Gallstones are formed when bile, which is normally fluid, solidifies and hardens into small deposits in the gall bladder. The gallbladder is a part of the digestive system and is responsible for storing and releasing bile, which the liver produces, into the small intestine. Bile is essential for digestion since it helps in breaking down fat contents in the food.
Understanding gall stones
Gallstones are quite common in both men and women. Although the number and size of the stones can vary person to person, gallstones typically range in the size from a few millimetres to several centimetres in diameter.
Doctors usually advise a wait-and-watch policy for gallbladder stones when there is no report of pain. However, when the patient starts experiencing symptoms, doctors explore other treatment options including surgery.
Gallstones produce a variety of symptoms such as nausea, bloating, vomiting and abdominal pain. The most common symptom experienced is the however, abdominal pain.
Why should gall bladder be removed (and not only gallstone removal)?

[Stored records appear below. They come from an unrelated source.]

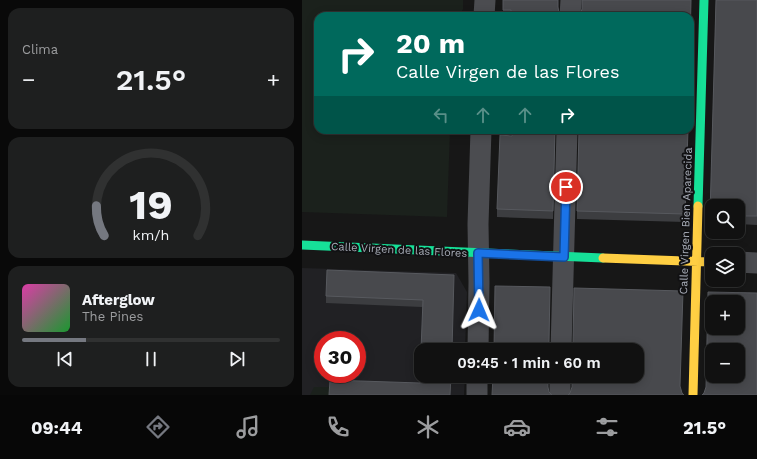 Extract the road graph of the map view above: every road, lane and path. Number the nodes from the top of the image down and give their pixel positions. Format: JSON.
{"nodes":[{"id":1,"x":485,"y":0,"type":"edge"},
{"id":2,"x":571,"y":0,"type":"edge"},
{"id":3,"x":704,"y":0,"type":"edge"},
{"id":4,"x":484,"y":12,"type":"edge"},
{"id":5,"x":570,"y":12,"type":"edge"},
{"id":6,"x":481,"y":134,"type":"edge"},
{"id":7,"x":567,"y":134,"type":"edge"},
{"id":8,"x":302,"y":245,"type":"edge"},
{"id":9,"x":478,"y":253,"type":"junction"},
{"id":10,"x":564,"y":257,"type":"junction"},
{"id":11,"x":697,"y":261,"type":"junction"},
{"id":12,"x":705,"y":262,"type":"edge"},
{"id":13,"x":745,"y":262,"type":"edge"},
{"id":14,"x":757,"y":263,"type":"edge"},
{"id":15,"x":478,"y":343,"type":"edge"},
{"id":16,"x":561,"y":343,"type":"edge"},
{"id":17,"x":477,"y":383,"type":"edge"},
{"id":18,"x":560,"y":383,"type":"edge"},
{"id":19,"x":477,"y":395,"type":"edge"},
{"id":20,"x":560,"y":395,"type":"edge"},
{"id":21,"x":693,"y":395,"type":"edge"}],
"edges":[{"from":1,"to":4,"type":"street"},
{"from":2,"to":5,"type":"street"},
{"from":3,"to":11,"type":"street","name":"Calle Virgen Bien Aparecida"},
{"from":6,"to":9,"type":"street"},
{"from":7,"to":10,"type":"street"},
{"from":8,"to":9,"type":"street","name":"Calle Virgen de las Flores"},
{"from":9,"to":10,"type":"street","name":"Calle Virgen de las Flores"},
{"from":9,"to":15,"type":"street"},
{"from":10,"to":11,"type":"street","name":"Calle Virgen de las Flores"},
{"from":10,"to":16,"type":"street"},
{"from":11,"to":12,"type":"street","name":"Calle Virgen de las Flores"},
{"from":11,"to":21,"type":"street","name":"Calle Virgen Bien Aparecida"},
{"from":13,"to":14,"type":"street"},
{"from":17,"to":19,"type":"street"},
{"from":18,"to":20,"type":"street"}]} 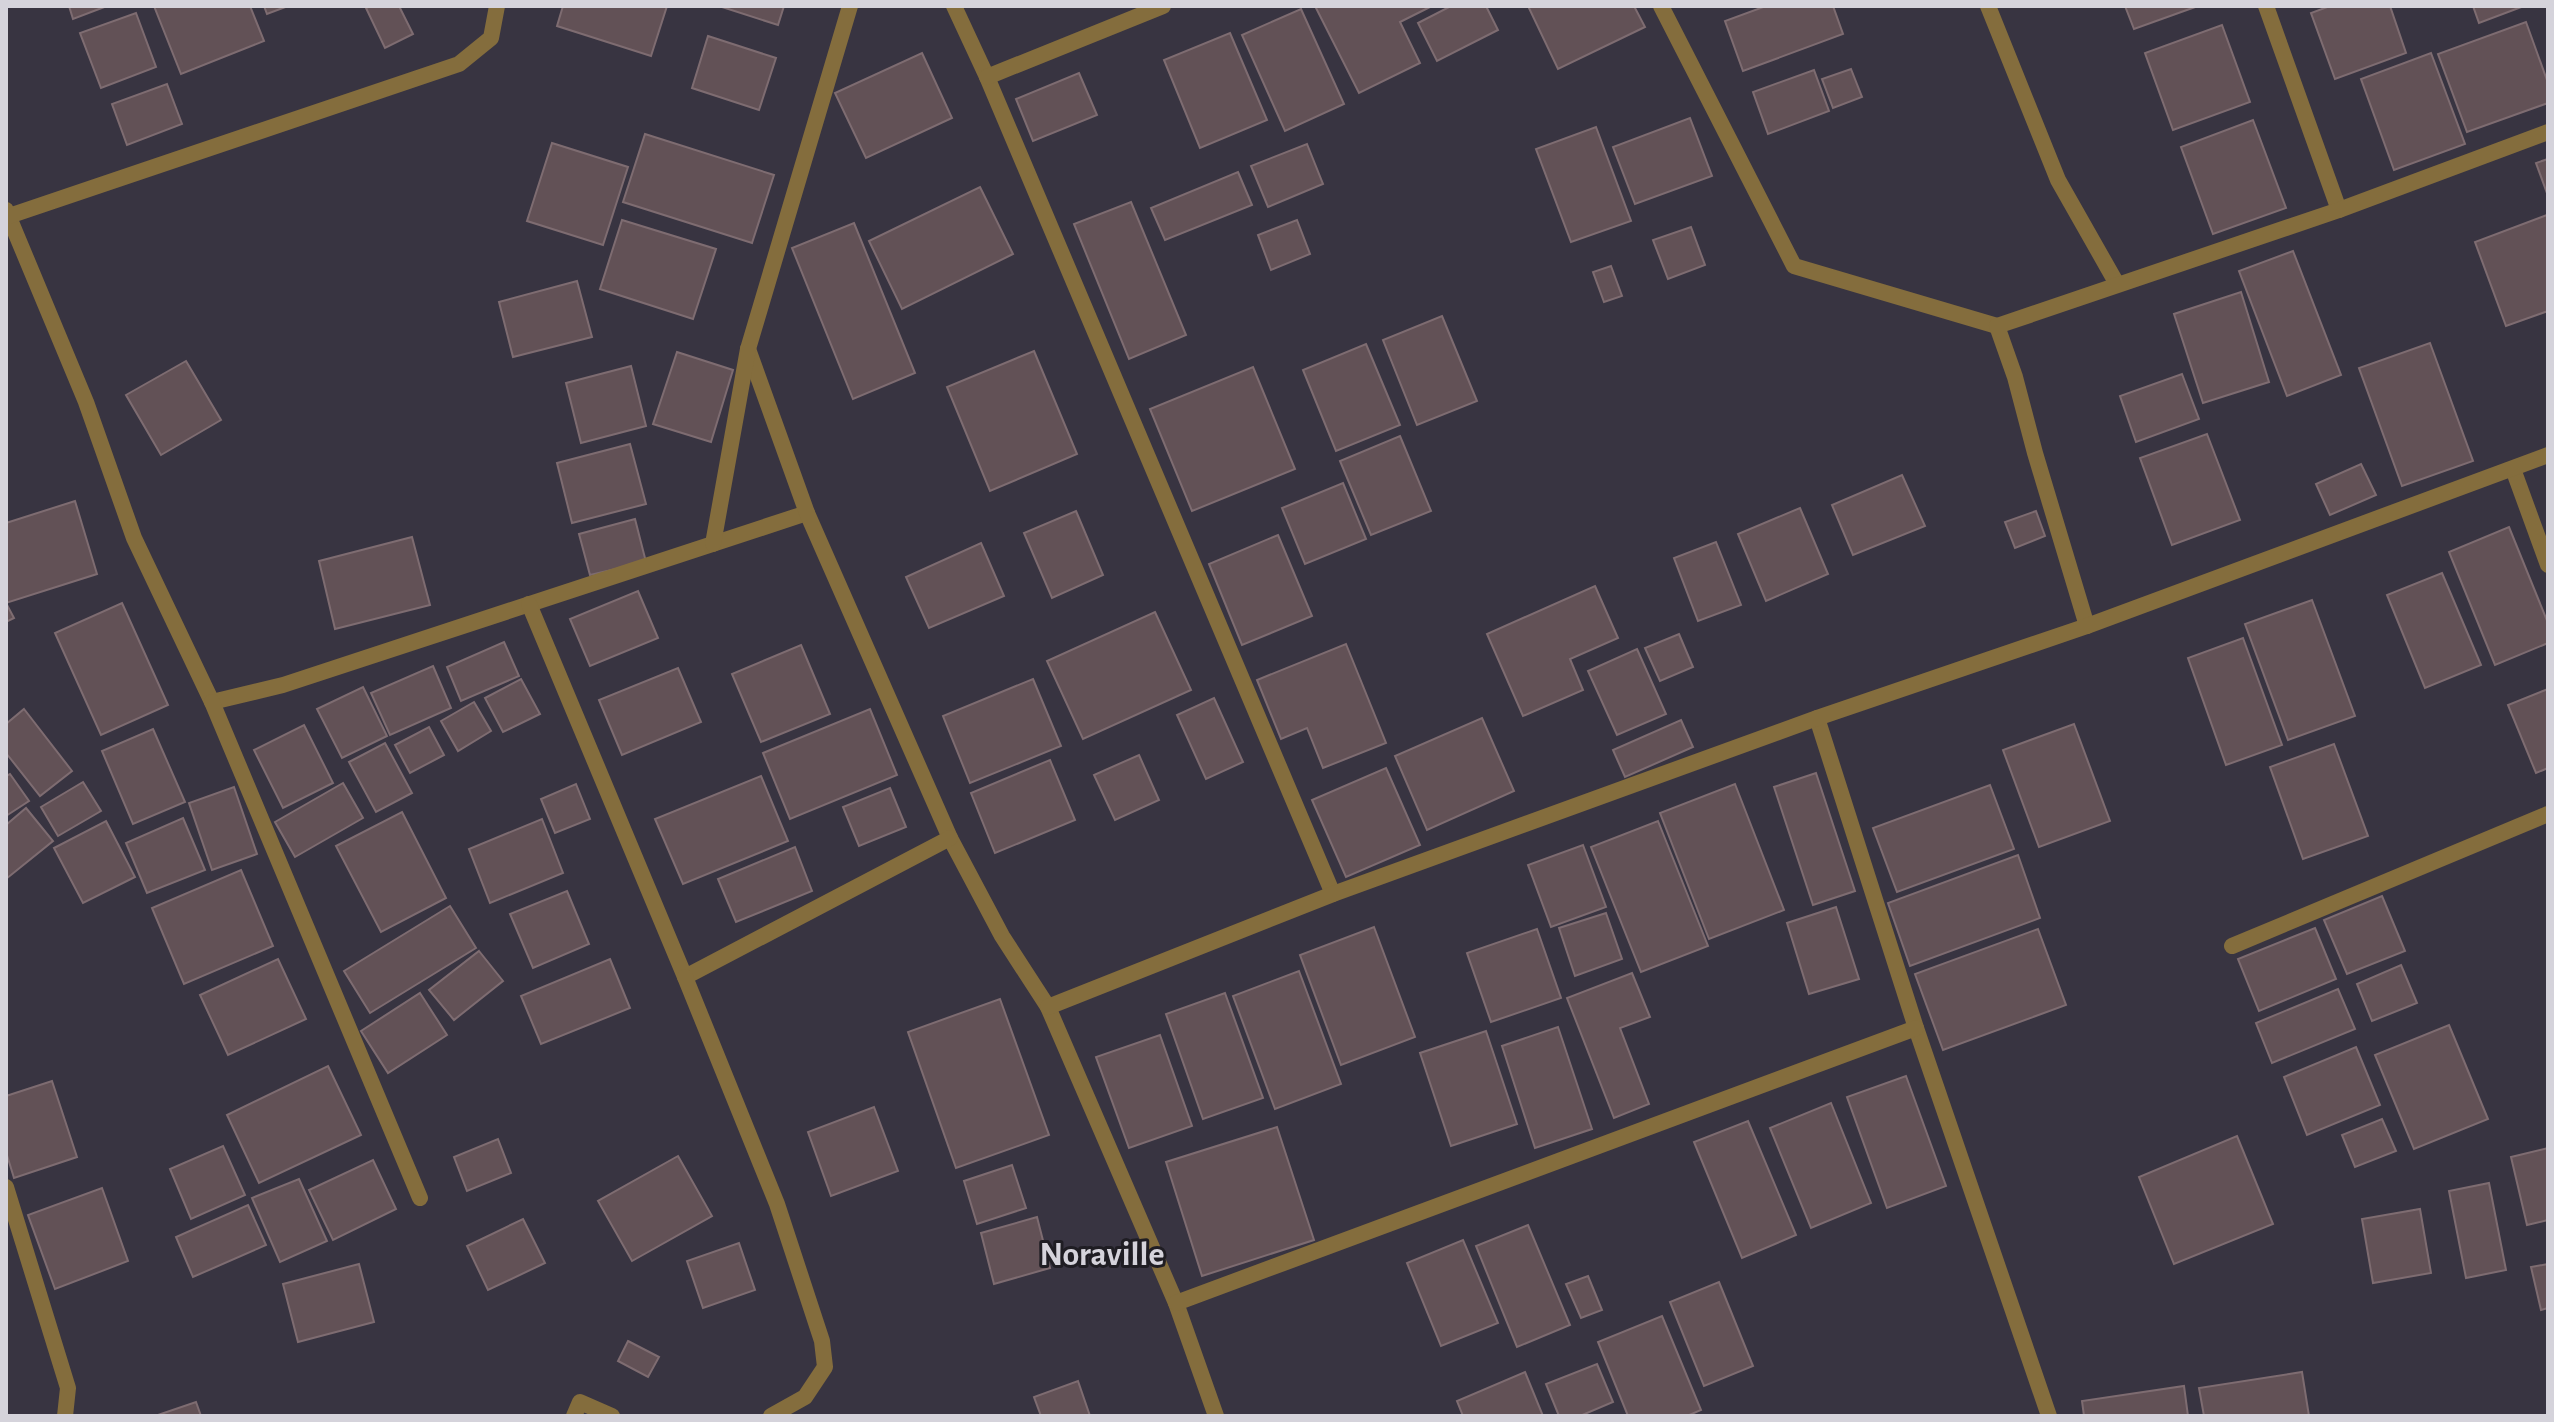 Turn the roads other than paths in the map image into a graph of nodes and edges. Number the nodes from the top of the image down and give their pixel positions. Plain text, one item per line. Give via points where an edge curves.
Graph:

Removal of the gallbladder is often recommended as a treatment option for gall bladder patients for a number of reasons, especially since it is a non-essential organ. Doctors mandatorily advise the removal of gallbladder when it is inflamed and infected, as the infection can turn life-threatening. In other cases, doctors advise removing the gall bladder when the pain and discomfort become very severe during an attack. It is also advised when the patient suffers repeatedly from gallstone attacks.
The removal of the gallbladder is usually advised for the following reasons:
- Prevents future gallstone attacks completely: The removal of the gallbladder eliminates gall stones entirely. This means that patients will not need to suffer pain arising from gallstones ever again.
- Prevents complications: Having gallstones as a condition predisposes patients to additional complications such as inflammation of the gallbladder also known as Cholecystitis. An infection arising as a result of the inflammation can turn life-threatening if the infection spreads to other parts of the body
- Prevents gall bladder cancer: In certain cases, patients with gallstones become more susceptible to gallbladder cancer. Doctors suggest removal of the gallbladder in order to avoid this.
- Prevents development of related medical conditions: An infected gallbladder can cause other complications such as inflammation of the Pancreas (Pancreatitis )and infection in the Common Bile Duct. The removal of the gall bladder removes the danger of this occurring.
Gall Stone Removal Process: Laparoscopic Cholecystectomy
Today laparoscopy is the most preferred form of surgery for removing the gallbladder. It is a far less invasive procedure than the traditional open cholecystectomy which requires a large incision in the abdomen.
As a part of the laparoscopic surgery, a small incision, less than an inch, is made in the navel and the surgeon inserts thin tubes that have a light, a camera and special surgical instruments using which the procedure is carried out. The patient recovers faster as a result of experiencing lesser trauma, lesser pain and lesser blood loss. It also results in lesser complications thus making it safer than open surgery.